Federal aid for highways is to be provided through a Federal tax on gasoline, the proceeds of which would be returned to the States on a "need basis." The question immediately arises as to who shall decide as to the "need basis" of the several States.

But why stop with that. It has already been suggested that all gasoline tax be collected by the Federal Government and then prorated to the States by a Washington bureau who shall determine the allotment to projects on its conception of the economic benefits to be derived from such expenditures.

In the meantime the war goes on. Highway transportation facilities are keyed to the task and cooperation between the Federal road department and the State Highway Departments is functioning effectively without any scholastically visioned pronouncement delaying the job.

Since the report Transportation and National Policy was so roundly criticized by Mr. Markham, it will be reviewed here. The study was commissioned in January of 1940 at the request of President Roosevelt. The principal thrust of the report was economic development and had its beginnings as one of the attempts by the Administration to find ways out of the Great Depression. The advent of the war changed the flavor to post-war planning aimed at preventing a recurrence of the Depression.

The report presents an excellent history of transportation in general and the development and operation of the railroads in particular.

The sections relevant to highways are excerpted below.

POSSIBILITIES FOR THE FUTURE

Motor Transport: Resurgent after the lean years of rubber and gasoline rationing, with completely new productive capacity and new designs in automotive equipment freed from the shackles of the past; new interregional highways and urban express routes planned for construction in the transition period (from war to peace) to take up the slack in employment.

Highway facilities cannot continue to lag behind developments in the vehicle to the extent that they have in the past. Many of the most important developments in future motor transport economy and service will be of no avail without extensive modernization of the highways themselves ...Significant economies are possible through the provision of highway capacity sufficient to minimize congestion, and through the proper application of traffic engineering principles to eliminate unnecessary stops and starts and interferences to the free flow of traffic. In the future there must be a realization of the importance of adequate grade separation structures at busy intersections, the separation of opposing traffic lanes, and the protection of traffic from encroachments of real estate development adjacent to the highway.

Efficiency of highway operations is affected by considerations generally beyond the control of commercial operators or private users. Inadequate traffic engineering in congested urban areas often results in poor use of available facilities and produces serious losses to operators and patrons of motor vehicles.

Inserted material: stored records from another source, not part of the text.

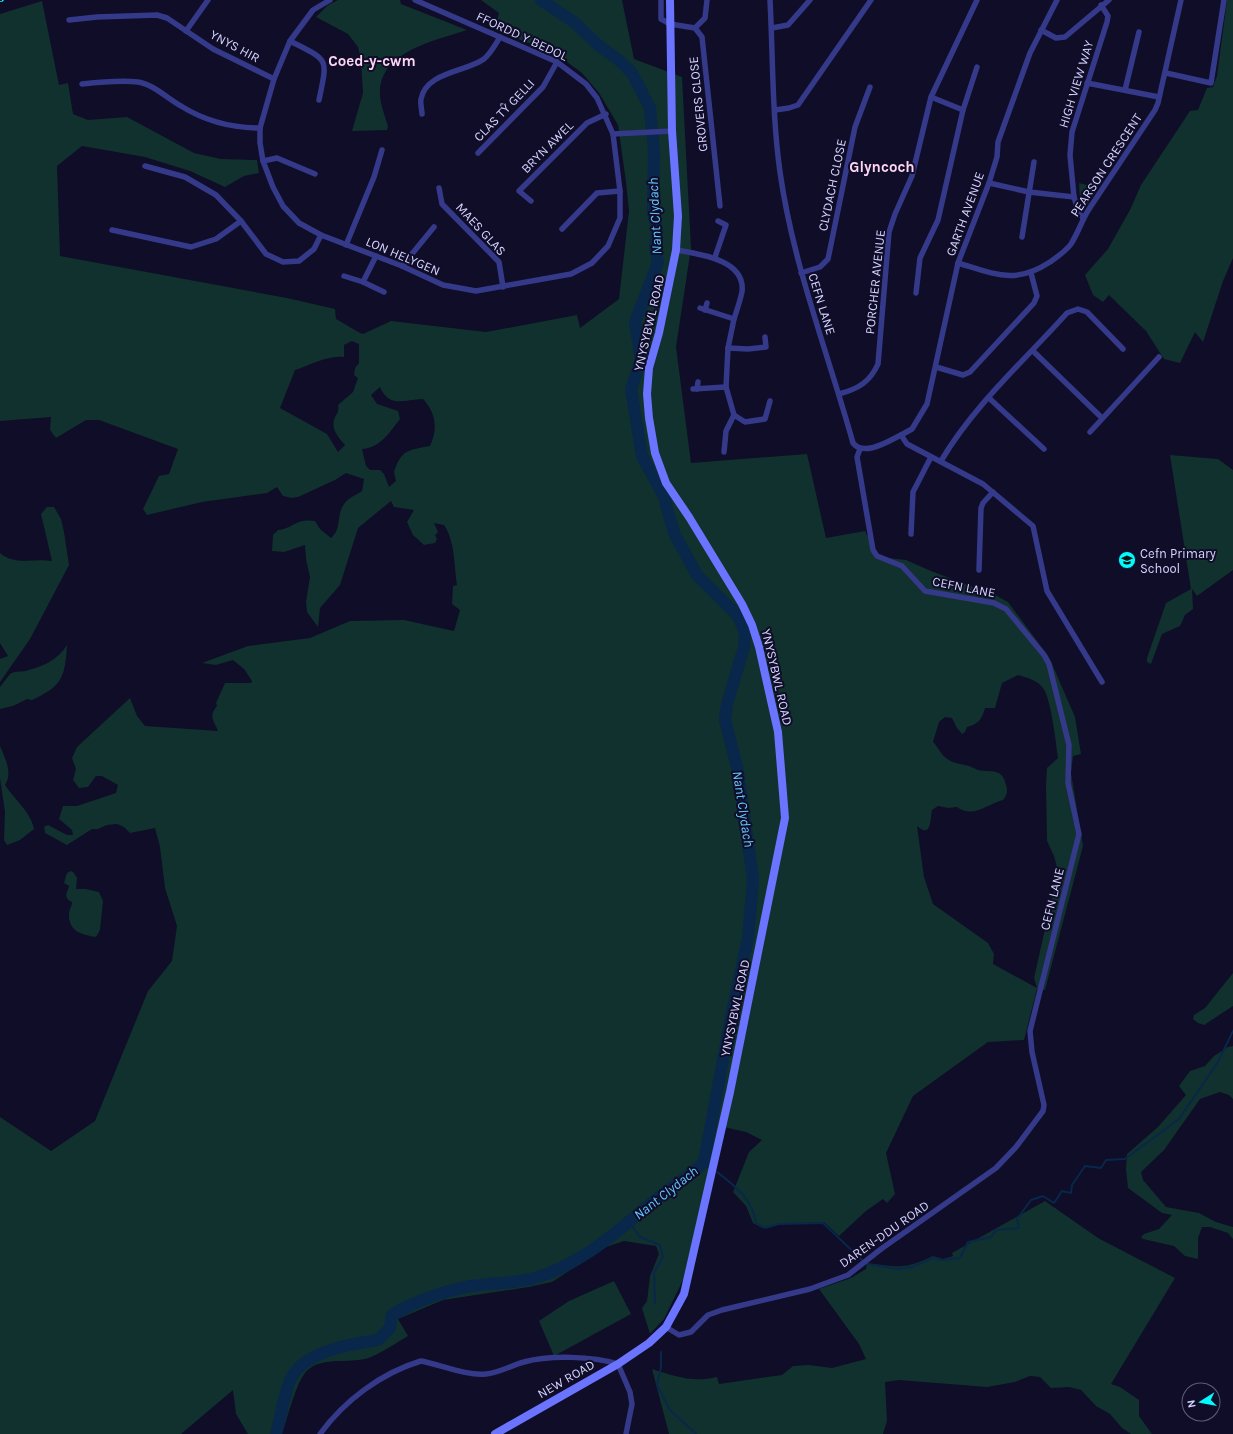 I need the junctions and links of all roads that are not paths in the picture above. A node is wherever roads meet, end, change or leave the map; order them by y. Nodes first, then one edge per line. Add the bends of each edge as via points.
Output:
1 (208, 0) edge
2 (316, 0) edge
3 (330, 0) edge
4 (415, 0) edge
5 (661, 0) edge
6 (670, 0) edge
7 (707, 0) edge
8 (770, 0) edge
9 (810, 0) edge
10 (872, 0) edge
11 (977, 0) edge
12 (1057, 0) edge
13 (1109, 0) edge
14 (1181, 0) edge
15 (1224, 0) edge
16 (320, 5) junction
17 (1101, 6) junction
18 (69, 20) dead end
19 (670, 24) junction
20 (695, 28) junction
21 (772, 28) junction
22 (1041, 30) junction
23 (186, 31) junction
24 (1139, 32) dead end
25 (500, 37) junction
26 (290, 41) junction
27 (557, 62) junction
28 (977, 67) dead end
29 (1166, 73) junction
30 (274, 79) junction
31 (1087, 83) junction
32 (82, 84) dead end
33 (870, 87) dead end
34 (1125, 90) junction
35 (931, 97) junction
36 (1159, 97) junction
37 (319, 100) dead end
38 (775, 110) junction
39 (964, 110) junction
40 (422, 114) dead end
41 (606, 114) junction
42 (260, 128) junction
43 (672, 131) junction
44 (613, 134) junction
45 (382, 150) dead end
46 (478, 153) dead end
47 (263, 161) junction
48 (1034, 162) dead end
49 (144, 166) dead end
50 (315, 174) dead end
51 (989, 183) junction
52 (439, 188) dead end
53 (620, 191) junction
54 (1028, 192) junction
55 (1074, 197) junction
56 (530, 201) dead end
57 (720, 206) dead end
58 (1083, 218) junction
59 (242, 221) junction
60 (718, 221) dead end
61 (434, 227) dead end
62 (562, 229) dead end
63 (112, 230) dead end
64 (321, 235) junction
65 (1022, 237) dead end
66 (346, 245) junction
67 (676, 250) junction
68 (376, 256) junction
69 (715, 257) junction
70 (958, 263) junction
71 (402, 266) junction
72 (801, 273) junction
73 (1031, 273) junction
74 (344, 276) dead end
75 (363, 282) junction
76 (503, 287) junction
77 (384, 292) dead end
78 (916, 293) dead end
79 (707, 303) dead end
80 (734, 319) junction
81 (765, 337) dead end
82 (728, 348) junction
83 (1123, 349) dead end
84 (1033, 351) junction
85 (1159, 357) dead end
86 (936, 367) junction
87 (698, 382) dead end
88 (726, 387) junction
89 (839, 394) junction
90 (989, 398) junction
91 (770, 401) dead end
92 (734, 415) junction
93 (1102, 418) junction
94 (1090, 432) dead end
95 (901, 436) junction
96 (860, 449) junction
97 (1044, 449) dead end
98 (724, 452) dead end
99 (931, 457) junction
100 (941, 461) junction
101 (993, 492) junction
102 (912, 534) dead end
103 (978, 570) dead end
104 (1102, 682) dead end
105 (1043, 1111) joint
106 (666, 1327) junction
107 (649, 1343) joint
108 (618, 1364) junction
109 (320, 1434) edge
110 (495, 1434) edge
111 (626, 1434) edge

1 - 23 street
2 - 16 street
3 - 16 street
4 - 25 street, FFORDD Y BEDOL
5 - 19 street via 661,19
6 - 19 main road, YNYSYBWL ROAD
7 - 20 street via 705,18
8 - 21 street, CEFN LANE
9 - 21 street via 788,25
10 - 38 street via 798,105
11 - 35 street, PORCHER AVENUE
12 - 22 street, GARTH AVENUE
13 - 17 street
14 - 29 street, PEARSON CRESCENT
15 - 29 street via 1211,84
16 - 26 street via 313,10
17 - 22 street via 1065,38 1056,38
17 - 31 street, HIGH VIEW WAY via 1108,16 1108,22
18 - 23 street, YNYS HIR via 157,15 167,18
19 - 20 street
19 - 43 main road, YNYSYBWL ROAD
20 - 57 street, GROVERS CLOSE via 702,37
21 - 38 street, CEFN LANE
22 - 51 street, GARTH AVENUE via 1030,52 1007,115
23 - 30 street, YNYS HIR via 213,49
24 - 34 street
25 - 27 street, FFORDD Y BEDOL
25 - 40 street via 483,60 439,78 428,86 421,98
26 - 30 street
26 - 37 street via 323,60 325,70
27 - 41 street, FFORDD Y BEDOL via 586,84
27 - 46 street, CLAS TŶ GELLI via 543,87
28 - 39 street
29 - 36 street, PEARSON CRESCENT
30 - 42 street
31 - 34 street
31 - 55 street, HIGH VIEW WAY via 1072,132 1070,155
32 - 42 street via 138,82 207,119 239,128
33 - 72 street, CLYDACH CLOSE via 855,127 828,259 820,267
34 - 36 street
35 - 39 street
35 - 89 street, PORCHER AVENUE via 912,176 894,214 889,232 878,364 866,383
36 - 58 street, PEARSON CRESCENT via 1155,110
38 - 72 street, CEFN LANE via 780,171
39 - 78 street via 938,220 920,258
41 - 44 street, FFORDD Y BEDOL
41 - 56 street, BRYN AWEL via 587,123 519,191
42 - 47 street, LON HELYGEN
43 - 44 street
43 - 67 main road, YNYSYBWL ROAD via 678,216
44 - 53 street, FFORDD Y BEDOL
45 - 66 street via 374,177
47 - 50 street via 277,158
47 - 64 street, LON HELYGEN via 283,206 299,223
48 - 54 street
49 - 59 street via 185,177 216,195
51 - 54 street
51 - 70 street, GARTH AVENUE
52 - 76 street, MAES GLAS via 442,204 499,262
53 - 62 street via 597,193
53 - 76 street, LON HELYGEN via 620,218 608,246 592,263 571,274
54 - 55 street
54 - 65 street
55 - 58 street, HIGH VIEW WAY
58 - 73 street, PEARSON CRESCENT via 1066,249
59 - 63 street via 216,239 191,247
59 - 64 street via 266,254 283,262 299,261 314,249
60 - 69 street via 726,225
61 - 71 street
64 - 66 street, LON HELYGEN
66 - 68 street, LON HELYGEN
67 - 69 street
67 - 106 main road, YNYSYBWL ROAD via 649,368 648,400 655,452 666,483 742,604 752,625 778,732 785,818 732,1085 693,1264 684,1294
68 - 71 street, LON HELYGEN
68 - 75 street
69 - 80 street via 732,267 739,279 742,291
70 - 73 street, PEARSON CRESCENT via 1005,276
70 - 86 street, GARTH AVENUE
71 - 76 street, LON HELYGEN via 443,285 476,291
72 - 89 street, CEFN LANE
73 - 86 street via 1037,296 1034,303 970,372 963,375
74 - 75 street
75 - 77 street
79 - 80 street via 702,309
80 - 82 street
81 - 82 street via 766,347
82 - 88 street
83 - 84 street via 1087,312 1078,309 1067,313
84 - 90 street
84 - 93 street
85 - 93 street
86 - 95 street, GARTH AVENUE via 927,404 912,429
87 - 88 street via 695,389
88 - 92 street
89 - 96 street, CEFN LANE via 853,443
90 - 97 street
90 - 100 street via 952,442
91 - 92 street via 765,419 746,422
92 - 98 street via 726,430
93 - 94 street
95 - 96 street via 868,449
95 - 99 street via 907,444
96 - 105 street, CEFN LANE via 857,457 873,550 877,556 902,566 925,591 994,602 1006,609 1049,664 1069,745 1068,783 1079,834 1030,1031
99 - 100 street
99 - 102 street via 913,492
100 - 101 street
101 - 103 street via 981,508
101 - 104 street via 1033,526 1047,591
105 - 106 street, DAREN-DDU ROAD via 996,1168 848,1275 810,1289 708,1315 691,1332 679,1335
106 - 107 main road, YNYSYBWL ROAD
107 - 108 main road, NEW ROAD
108 - 109 street via 588,1359 532,1360 488,1374 478,1374 421,1361 382,1378 354,1398 332,1417
108 - 110 main road, NEW ROAD
108 - 111 street via 630,1392 632,1404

In rural areas the most obvious source of diseconomies is the multiplicity of small governmental units participating in the highway program. In many cases the county, township, or special road district has neither the size nor wealth to support an adequate technical staff or necessary roadbuilding equipment. As a result, proper planning, budgeting, and accounting practices are often neglected; and the local road program, taken as a whole, is generally confined to maintenance operations of little consequence applied to a patchwork development. In view of these considerations there is need for greater consolidation and strengthening of the local roadbuilding function.

DEVELOPMENT POLICY

Many years ago the objective of public promotion was simply to provide more facilities, for at that time the principal problem was the undersupply of transportation service. Today, however, the problem has shifted from one of unlimited expansion to one of coordination, greater efficiency, and the correction of inadequacies. In spite of these altered circumstances, Federal promotional policy continues to be concerned mainly with the promotion of more and more transportation capacity. Moreover, operating through separate public agencies, each acting as the special advocate of one form of transportation, the Federal Government spends an average of more that a billion dollars a year for transportation facilities without comprehensive plans.

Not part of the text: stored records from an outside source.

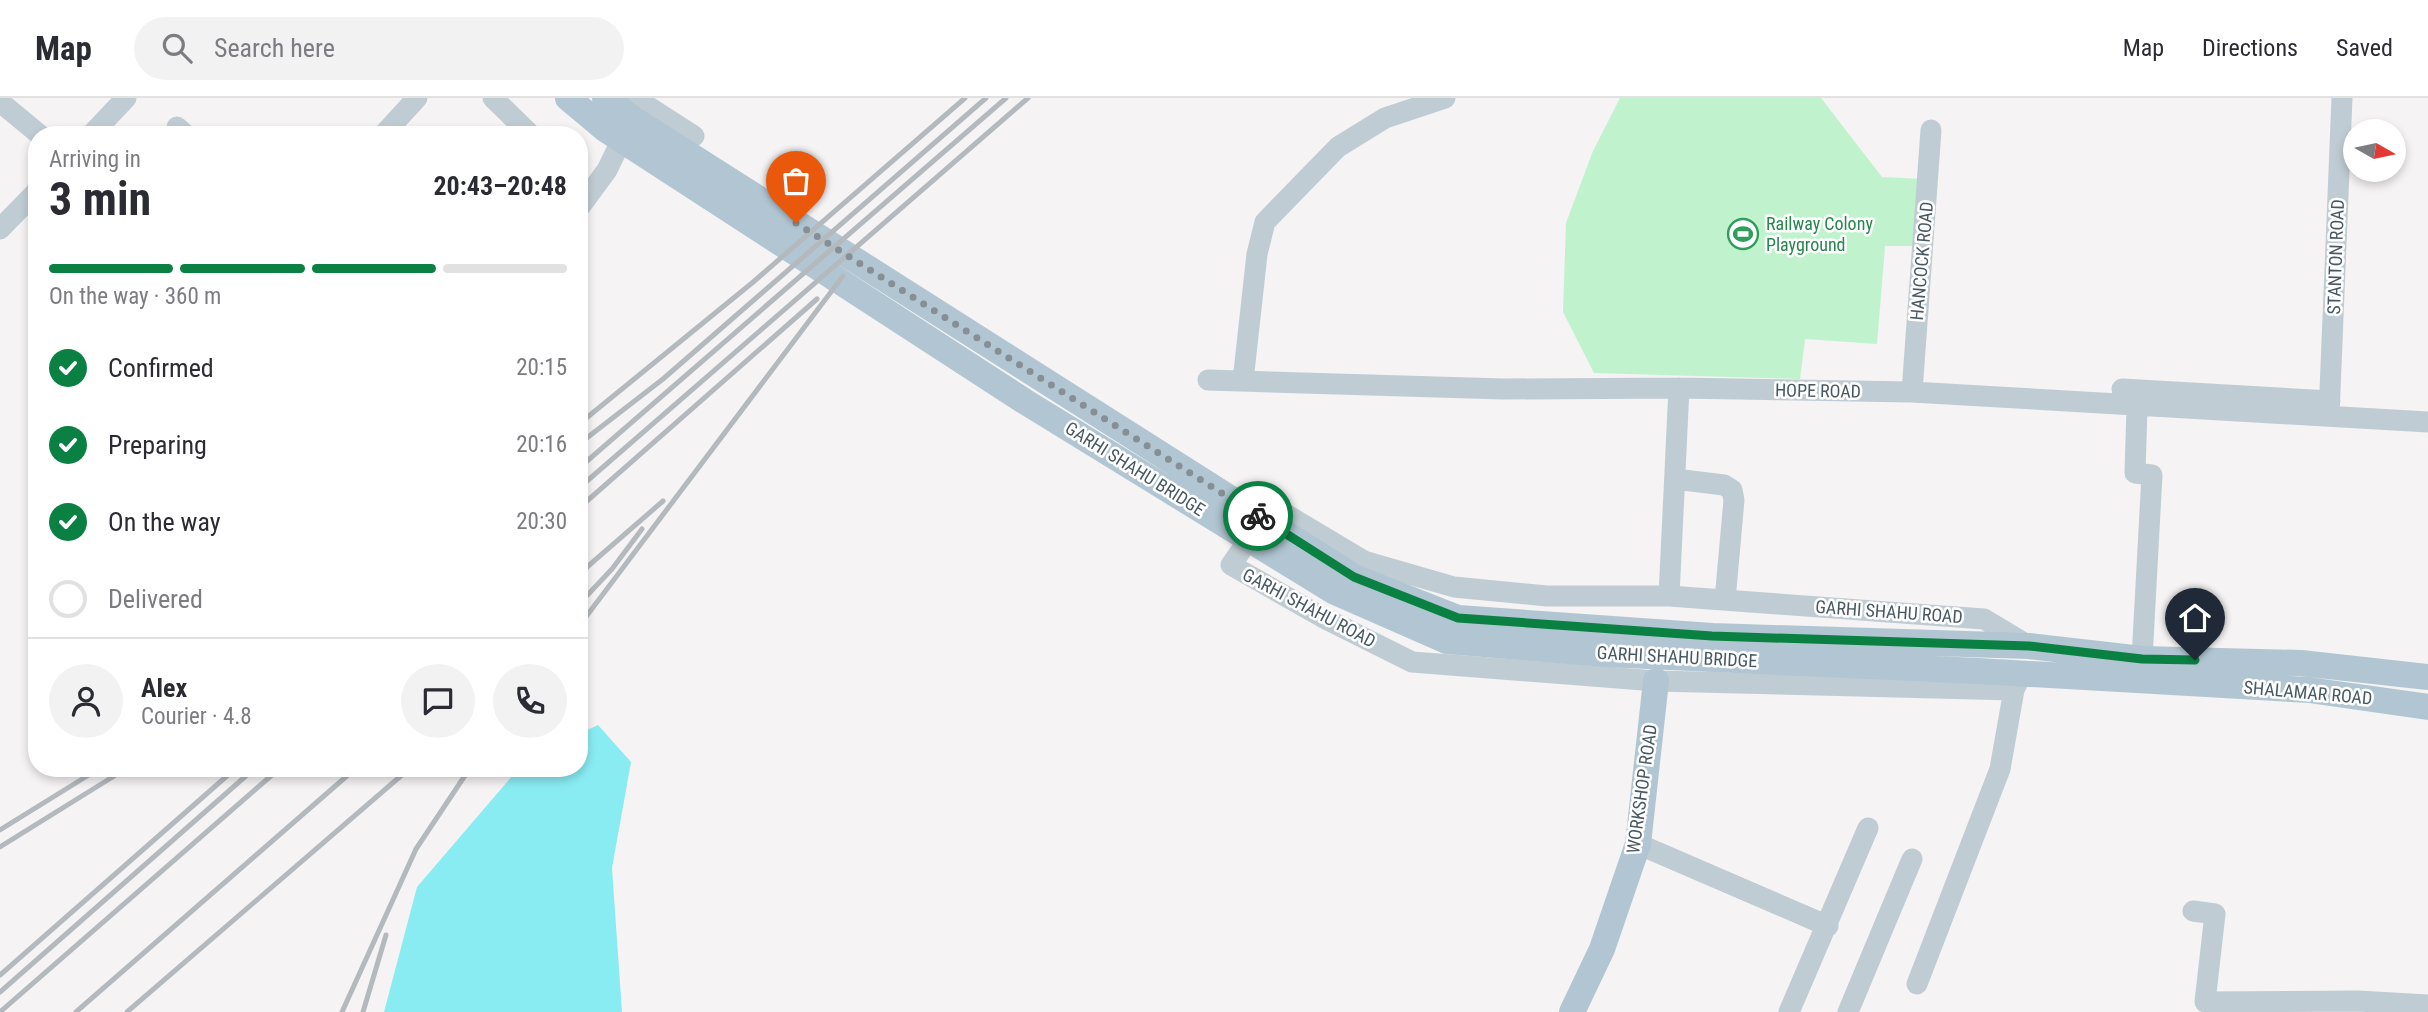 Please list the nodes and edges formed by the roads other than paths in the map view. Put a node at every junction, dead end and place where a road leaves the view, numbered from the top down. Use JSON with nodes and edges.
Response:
{"nodes":[{"id":1,"x":126,"y":98,"type":"edge"},
{"id":2,"x":417,"y":98,"type":"edge"},
{"id":3,"x":493,"y":98,"type":"edge"},
{"id":4,"x":568,"y":98,"type":"edge"},
{"id":5,"x":605,"y":98,"type":"edge"},
{"id":6,"x":1445,"y":98,"type":"edge"},
{"id":7,"x":2342,"y":98,"type":"edge"},
{"id":8,"x":638,"y":100,"type":"edge"},
{"id":9,"x":0,"y":102,"type":"edge"},
{"id":10,"x":29,"y":126,"type":"edge"},
{"id":11,"x":99,"y":126,"type":"edge"},
{"id":12,"x":391,"y":126,"type":"edge"},
{"id":13,"x":522,"y":126,"type":"edge"},
{"id":14,"x":1931,"y":130,"type":"dead end"},
{"id":15,"x":694,"y":136,"type":"dead end"},
{"id":16,"x":588,"y":187,"type":"edge"},
{"id":17,"x":28,"y":200,"type":"edge"},
{"id":18,"x":0,"y":229,"type":"edge"},
{"id":19,"x":1208,"y":380,"type":"dead end"},
{"id":20,"x":1243,"y":381,"type":"junction"},
{"id":21,"x":1679,"y":388,"type":"junction"},
{"id":22,"x":2122,"y":389,"type":"dead end"},
{"id":23,"x":1912,"y":392,"type":"junction"},
{"id":24,"x":2137,"y":407,"type":"junction"},
{"id":25,"x":2329,"y":408,"type":"junction"},
{"id":26,"x":2428,"y":422,"type":"edge"},
{"id":27,"x":1675,"y":479,"type":"junction"},
{"id":28,"x":1669,"y":596,"type":"junction"},
{"id":29,"x":1725,"y":600,"type":"junction"},
{"id":30,"x":1980,"y":643,"type":"joint"},
{"id":31,"x":2029,"y":646,"type":"junction"},
{"id":32,"x":2142,"y":659,"type":"junction"},
{"id":33,"x":1978,"y":671,"type":"joint"},
{"id":34,"x":2428,"y":677,"type":"edge"},
{"id":35,"x":1656,"y":681,"type":"junction"},
{"id":36,"x":2017,"y":682,"type":"junction"},
{"id":37,"x":2428,"y":707,"type":"edge"},
{"id":38,"x":1868,"y":828,"type":"dead end"},
{"id":39,"x":1638,"y":844,"type":"junction"},
{"id":40,"x":1912,"y":859,"type":"dead end"},
{"id":41,"x":2193,"y":911,"type":"dead end"},
{"id":42,"x":1828,"y":926,"type":"junction"},
{"id":43,"x":1917,"y":984,"type":"dead end"},
{"id":44,"x":2428,"y":1005,"type":"edge"},
{"id":45,"x":1572,"y":1012,"type":"edge"},
{"id":46,"x":1789,"y":1012,"type":"edge"},
{"id":47,"x":1848,"y":1012,"type":"edge"}],
"edges":[{"from":1,"to":11,"type":"street"},
{"from":2,"to":12,"type":"street"},
{"from":3,"to":13,"type":"street"},
{"from":4,"to":33,"type":"main road","name":"GARHI SHAHU BRIDGE"},
{"from":5,"to":30,"type":"main road","name":"GARHI SHAHU BRIDGE"},
{"from":6,"to":20,"type":"street"},
{"from":7,"to":25,"type":"street","name":"STANTON ROAD"},
{"from":8,"to":15,"type":"street"},
{"from":8,"to":16,"type":"street"},
{"from":9,"to":10,"type":"street"},
{"from":14,"to":23,"type":"street","name":"HANCOCK ROAD"},
{"from":17,"to":18,"type":"street"},
{"from":19,"to":20,"type":"street","name":"HOPE ROAD"},
{"from":20,"to":21,"type":"street","name":"HOPE ROAD"},
{"from":21,"to":23,"type":"street","name":"HOPE ROAD"},
{"from":21,"to":27,"type":"street"},
{"from":22,"to":25,"type":"street"},
{"from":23,"to":24,"type":"street","name":"HOPE ROAD"},
{"from":24,"to":25,"type":"street","name":"HOPE ROAD"},
{"from":24,"to":32,"type":"street"},
{"from":25,"to":26,"type":"street","name":"HOPE ROAD"},
{"from":27,"to":28,"type":"street"},
{"from":27,"to":29,"type":"street"},
{"from":28,"to":29,"type":"street","name":"GARHI SHAHU ROAD"},
{"from":28,"to":35,"type":"street","name":"GARHI SHAHU ROAD"},
{"from":29,"to":31,"type":"street","name":"GARHI SHAHU ROAD"},
{"from":30,"to":31,"type":"main road","name":"SHALAMAR ROAD"},
{"from":31,"to":32,"type":"main road","name":"SHALAMAR ROAD"},
{"from":32,"to":34,"type":"main road","name":"SHALAMAR ROAD"},
{"from":33,"to":36,"type":"main road","name":"SHALAMAR ROAD"},
{"from":35,"to":36,"type":"street","name":"GARHI SHAHU ROAD"},
{"from":35,"to":39,"type":"main road","name":"WORKSHOP ROAD"},
{"from":36,"to":37,"type":"main road","name":"SHALAMAR ROAD"},
{"from":36,"to":43,"type":"street"},
{"from":38,"to":42,"type":"street"},
{"from":39,"to":42,"type":"street"},
{"from":39,"to":45,"type":"main road","name":"WORKSHOP ROAD"},
{"from":40,"to":47,"type":"street"},
{"from":41,"to":44,"type":"street"},
{"from":42,"to":46,"type":"street"}]}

TRANSPORTATION AND GENERAL POLICY

...Other possibilities of planning through transport activities lie in the rehabilitation of depressed sections in urban areas and the provision of housing and recreation projects which are to a considerable extent dependent for their success upon transport accommodations supplied in connection with them. In addition such programs urgently require the wholesale rebuilding of the city terminal areas to eliminate the blight surrounding them and to permit desirable uses for potentially valuable sites abandoned because of congested, unsightly, and unhealthy conditions. In rural areas transport development must be coordinated with appropriate land use by judicious planning of local road systems and abandonment of unnecessary mileage.

If broad reforms of this sort are to be made the object of public policy, it is apparent that transportation is related to them so directly that it can be made an instrument for achieving them. But it should be recognized that the present tenets of regulation would require great expansion to embrace those ends.

RECOMMENDATIONS

A National Transportation Agency should be established to coordinate all Federal development activity in transportation along the lines of a general and progressive plan under appropriate legislative directives.

The highway transportation industry and the Federal and State governments should undertake now the task of assuring the restoration of motor transport after the war on a modern and efficient basis. Leadership in this program should be undertaken by the proposed Transportation Agency, with special reference to the power inherent in the control of Federal promotional funds.

URBAN HIGHWAY DEVELOPMENT

Major emphasis in future highway development must be directed to the provision of express highways and off-street parking in urban areas. Under the guidance of the proposed Transportation Agency, the Federal-aid program and the distribution of State motor vehicle revenues to municipalities should be revised to cope adequately with the magnitude of the urban problem.

LAND ACQUISITION

Immediate authority should be granted to permit the Federal Government to acquire and finance land acquisitions at the request of State and local governments, as well as for Federal promotional agencies. Properties acquired for State and local governments would be repurchased from the Federal Government on such terms as the proposed Transportation Agency may determine to be suitable.

POST-WAR INVESTMENT

Inevitable readjustments following the present war will require far-reaching participation in productive investment designed to stimulate and maintain a high level of national income. Although billions of dollars have been spent in the past to provide emergency relief employment on transportation projects, results have been grossly inadequate in the light of what might have been attained.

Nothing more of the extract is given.